Cannot find module '@utils/date' or its corresponding type declarations

Problem

Deep relative imports like '../../../../utils/helpers' are fragile, hard to read, and break when files are moved.

Solution

Configure 'paths' in tsconfig.json to create import aliases, then mirror them in your bundler config.

// tsconfig.json
{
  "compilerOptions": {
    "baseUrl": ".",
    "paths": {
      "@/*": ["./src/*"],
      "@utils/*": ["./src/utils/*"],
      "@components/*": ["./src/components/*"]
    }
  }
}


// Now instead of:
import { formatDate } from '../../../../utils/date';
// Use:
import { formatDate } from '@utils/date';


// vite.config.ts — must mirror paths
import { defineConfig } from 'vite';
import tsconfigPaths from 'vite-plugin-tsconfig-paths';
export default defineConfig({ plugins: [tsconfigPaths()] });

Why

tsconfig 'paths' only affects TypeScript's type resolution, not the actual module bundling.
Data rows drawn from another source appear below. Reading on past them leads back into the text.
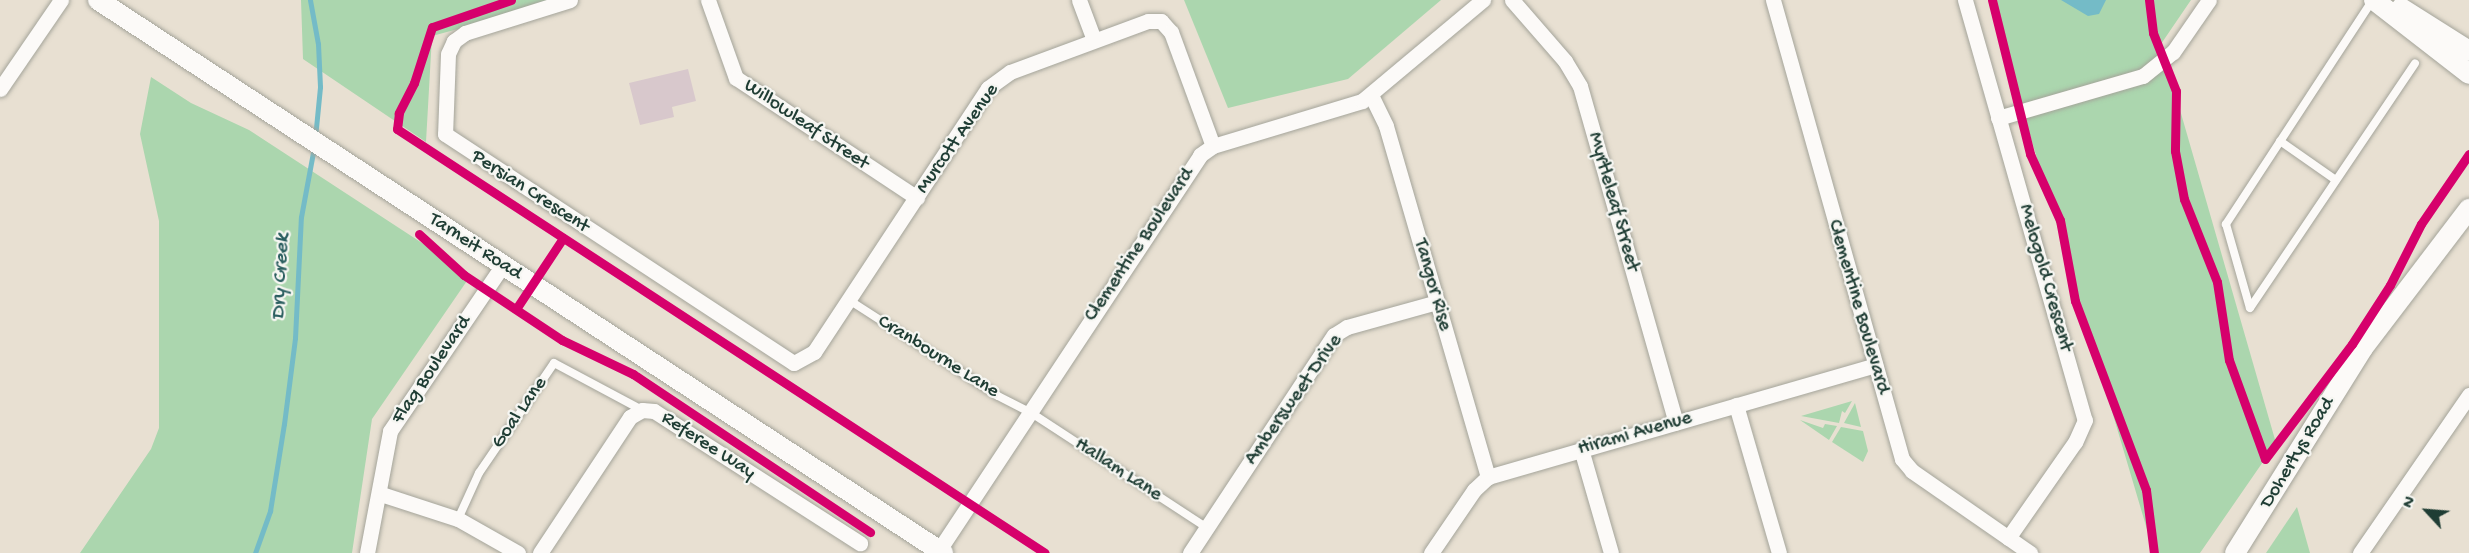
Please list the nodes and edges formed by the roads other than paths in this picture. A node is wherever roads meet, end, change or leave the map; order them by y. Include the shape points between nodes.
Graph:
1 (61, 0) edge
2 (98, 0) edge
3 (570, 0) edge
4 (708, 0) edge
5 (1079, 0) edge
6 (1483, 0) edge
7 (1512, 0) edge
8 (1773, 0) edge
9 (1965, 0) edge
10 (2209, 0) edge
11 (2374, 0) edge
12 (2386, 0) edge
13 (1094, 40) junction
14 (2469, 51) edge
15 (2415, 63) dead end
16 (2469, 74) edge
17 (0, 89) edge
18 (1371, 95) junction
19 (1998, 118) junction
20 (2280, 141) junction
21 (1213, 146) junction
22 (2336, 180) junction
23 (916, 198) junction
24 (2469, 208) edge
25 (503, 265) junction
26 (849, 300) junction
27 (1437, 302) junction
28 (801, 362) joint
29 (1875, 365) junction
30 (2469, 395) edge
31 (1736, 405) junction
32 (642, 410) junction
33 (1030, 412) junction
34 (1676, 423) junction
35 (1581, 449) junction
36 (1488, 477) junction
37 (381, 494) junction
38 (458, 519) junction
39 (1207, 528) junction
40 (2008, 538) junction
41 (860, 543) dead end
42 (941, 552) edge
43 (367, 553) edge
44 (518, 553) edge
45 (540, 553) edge
46 (1190, 553) edge
47 (1431, 553) edge
48 (1611, 553) edge
49 (1779, 553) edge
50 (2030, 553) edge
51 (2235, 553) edge
52 (2360, 553) edge

1 - 17 street
2 - 25 street, Tarneit Road
3 - 28 street, Persian Crescent via 465,33 454,41 448,54 445,134 787,360
4 - 23 street, Willowleaf Street via 736,78
5 - 13 street
6 - 18 street, Clementine Boulevard
7 - 34 street, Myrtleleaf Street via 1565,61 1580,86
8 - 29 street, Clementine Boulevard
9 - 19 street, Melogold Crescent
10 - 19 street via 2173,52 2143,76
11 - 16 street
11 - 20 lane
12 - 14 street
13 - 21 street, Murcott Avenue via 1148,21 1161,21 1168,26
13 - 23 street, Murcott Avenue via 1010,72 988,88
15 - 22 lane
18 - 21 street, Clementine Boulevard via 1356,104
18 - 27 street, Tangor Rise via 1386,126
19 - 40 street, Melogold Crescent via 2085,420 2075,442
20 - 22 lane
20 - 22 lane via 2226,224 2250,308
21 - 33 street, Clementine Boulevard via 1200,155 1185,175
23 - 26 street, Murcott Avenue
24 - 51 street, Dohertys Road via 2368,340
25 - 37 street, Flag Boulevard via 390,431
25 - 42 street, Tarneit Road
26 - 28 street, Murcott Avenue via 814,352
26 - 33 lane, Cranbourne Lane via 998,396
27 - 36 street, Tangor Rise
27 - 39 street, Ambersweet Drive via 1347,327 1334,335
29 - 31 street, Hirami Avenue
29 - 40 street, Clementine Boulevard via 1905,465
30 - 52 street
31 - 34 street, Hirami Avenue
31 - 49 street
32 - 38 lane, Goal Lane via 555,363 479,473
32 - 41 street, Referee Way via 654,411
32 - 45 street, Referee Way via 630,417
33 - 39 lane, Hallam Lane
33 - 42 street, Clementine Boulevard
34 - 35 street, Hirami Avenue
35 - 36 street, Hirami Avenue
35 - 48 street
36 - 47 street via 1474,490
37 - 38 street
37 - 43 street, Flag Boulevard
38 - 44 street
39 - 46 street, Ambersweet Drive
40 - 50 street, Clementine Boulevard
Both the TypeScript compiler and the bundler/runtime must be configured separately.

Gotchas

  • tsconfig paths do NOT work at runtime — Node.js, Jest, Vite, and Webpack all need separate alias configuration.
  • For Jest: use 'moduleNameMapper' in jest.config. For Node.js: use tsconfig-paths or tsx.
  • baseUrl must be set for paths to work.